(Records excerpted from a collection)
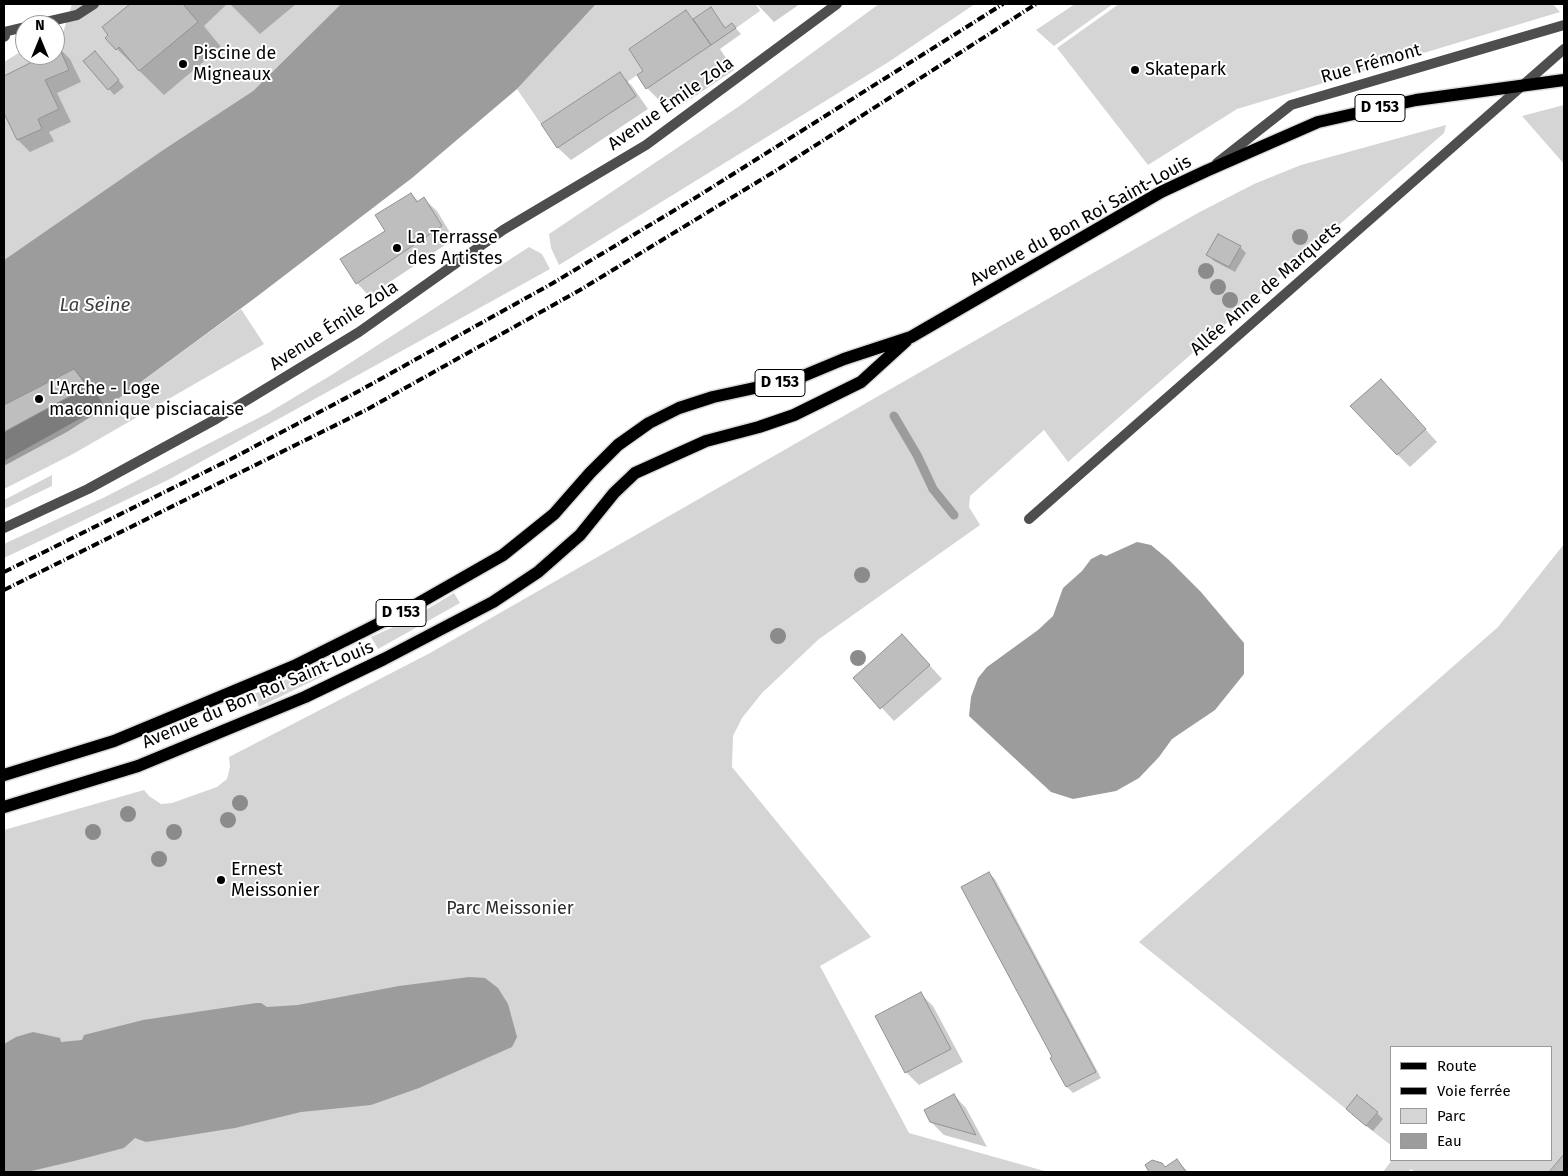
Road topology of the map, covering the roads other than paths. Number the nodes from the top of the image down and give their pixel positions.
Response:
1 (94, 4) edge
2 (837, 4) edge
3 (65, 18) edge
4 (1564, 25) edge
5 (1564, 49) edge
6 (1564, 80) edge
7 (1524, 84) junction
8 (1206, 171) junction
9 (911, 337) junction
10 (1029, 519) dead end
11 (4, 528) edge
12 (4, 775) edge
13 (4, 807) edge

1 - 3 street
2 - 11 street, Avenue Émile Zola
4 - 8 street, Rue Frémont
5 - 7 street, Allée Anne de Marquets
6 - 7 main road, Avenue du Bon Roi Saint-Louis / D 153
7 - 8 main road, Avenue du Bon Roi Saint-Louis / D 153
7 - 10 street, Allée Anne de Marquets
8 - 9 main road, Avenue du Bon Roi Saint-Louis / D 153
9 - 12 main road, Avenue du Bon Roi Saint-Louis / D 153
9 - 13 main road, Avenue du Bon Roi Saint-Louis / D 153

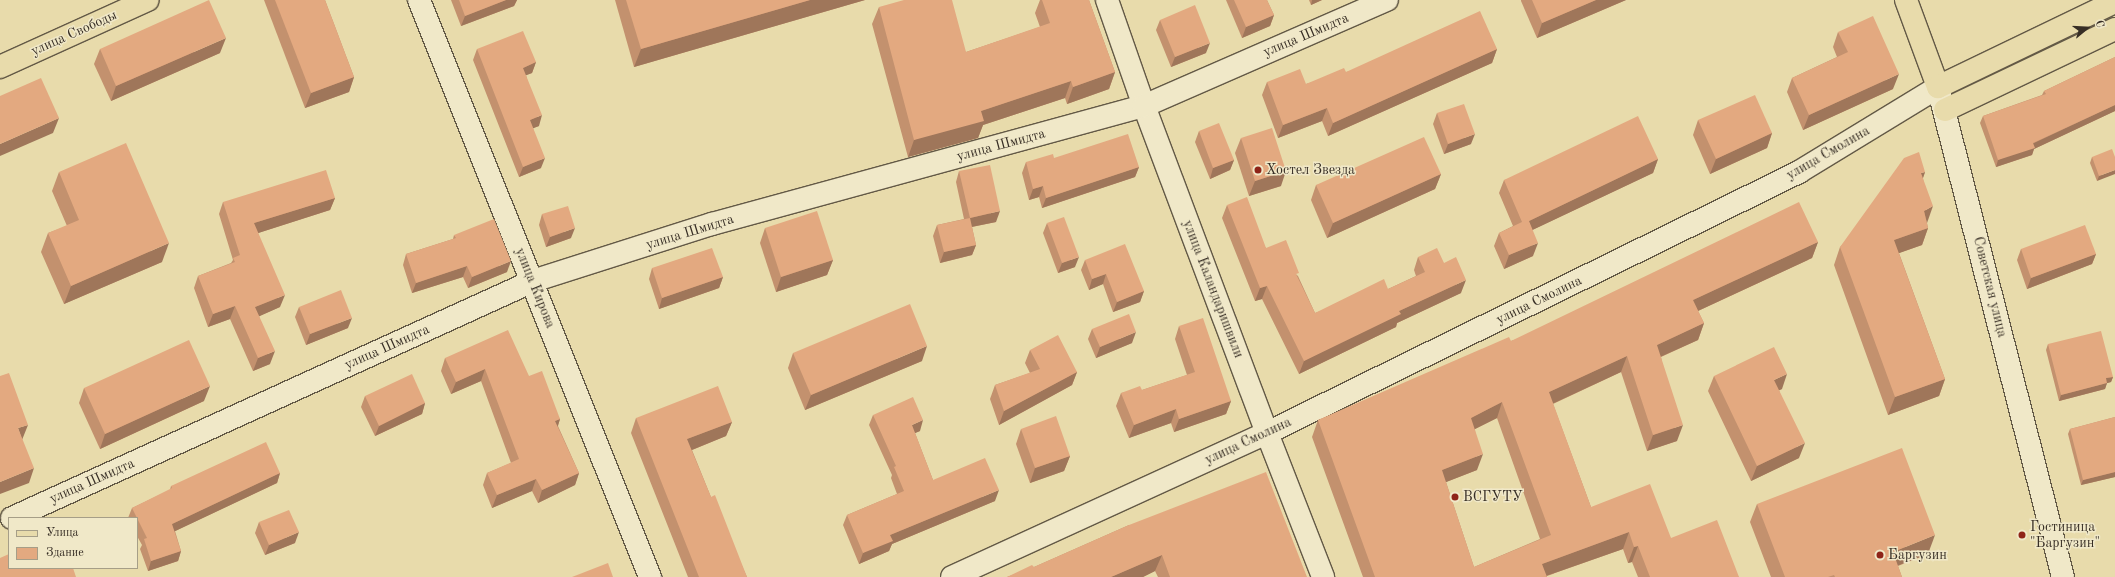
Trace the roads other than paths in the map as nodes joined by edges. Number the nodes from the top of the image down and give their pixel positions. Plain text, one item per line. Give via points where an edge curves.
1 (148, 0) edge
2 (418, 0) edge
3 (1107, 0) edge
4 (1387, 0) edge
5 (1906, 0) edge
6 (2115, 2) edge
7 (2115, 29) edge
8 (0, 67) edge
9 (1938, 87) junction
10 (1144, 106) junction
11 (1944, 110) junction
12 (533, 281) junction
13 (1267, 433) junction
14 (14, 517) edge
15 (650, 577) edge
16 (952, 577) edge
17 (1324, 577) edge
18 (2063, 577) edge

1 - 8 main road, улица Свободы
2 - 12 street, улица Кирова
3 - 10 street, улица Каландаришвили
4 - 10 street, улица Шмидта
5 - 9 main road, Советская улица
6 - 9 main road, улица Смолина
7 - 11 main road
9 - 11 street, Советская улица
9 - 13 street, улица Смолина via 1799,172
10 - 12 street, улица Шмидта via 712,224
10 - 13 street, улица Каландаришвили
11 - 18 street, Советская улица
12 - 14 street, улица Шмидта
12 - 15 street, улица Кирова
13 - 16 street, улица Смолина
13 - 17 street, улица Каландаришвили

(YOUR INSTRUCTIONS): Because the pictures are not wanted, retype every record exactly without them.

(SOLUTION FOR THIS EXERCISE):
Road topology of the map, covering the roads other than paths. Number the nodes from the top of the image down and give their pixel positions.
Response:
1 (94, 4) edge
2 (837, 4) edge
3 (65, 18) edge
4 (1564, 25) edge
5 (1564, 49) edge
6 (1564, 80) edge
7 (1524, 84) junction
8 (1206, 171) junction
9 (911, 337) junction
10 (1029, 519) dead end
11 (4, 528) edge
12 (4, 775) edge
13 (4, 807) edge

1 - 3 street
2 - 11 street, Avenue Émile Zola
4 - 8 street, Rue Frémont
5 - 7 street, Allée Anne de Marquets
6 - 7 main road, Avenue du Bon Roi Saint-Louis / D 153
7 - 8 main road, Avenue du Bon Roi Saint-Louis / D 153
7 - 10 street, Allée Anne de Marquets
8 - 9 main road, Avenue du Bon Roi Saint-Louis / D 153
9 - 12 main road, Avenue du Bon Roi Saint-Louis / D 153
9 - 13 main road, Avenue du Bon Roi Saint-Louis / D 153

Trace the roads other than paths in the map as nodes joined by edges. Number the nodes from the top of the image down and give their pixel positions. Plain text, one item per line. Give via points where an edge curves.
1 (148, 0) edge
2 (418, 0) edge
3 (1107, 0) edge
4 (1387, 0) edge
5 (1906, 0) edge
6 (2115, 2) edge
7 (2115, 29) edge
8 (0, 67) edge
9 (1938, 87) junction
10 (1144, 106) junction
11 (1944, 110) junction
12 (533, 281) junction
13 (1267, 433) junction
14 (14, 517) edge
15 (650, 577) edge
16 (952, 577) edge
17 (1324, 577) edge
18 (2063, 577) edge

1 - 8 main road, улица Свободы
2 - 12 street, улица Кирова
3 - 10 street, улица Каландаришвили
4 - 10 street, улица Шмидта
5 - 9 main road, Советская улица
6 - 9 main road, улица Смолина
7 - 11 main road
9 - 11 street, Советская улица
9 - 13 street, улица Смолина via 1799,172
10 - 12 street, улица Шмидта via 712,224
10 - 13 street, улица Каландаришвили
11 - 18 street, Советская улица
12 - 14 street, улица Шмидта
12 - 15 street, улица Кирова
13 - 16 street, улица Смолина
13 - 17 street, улица Каландаришвили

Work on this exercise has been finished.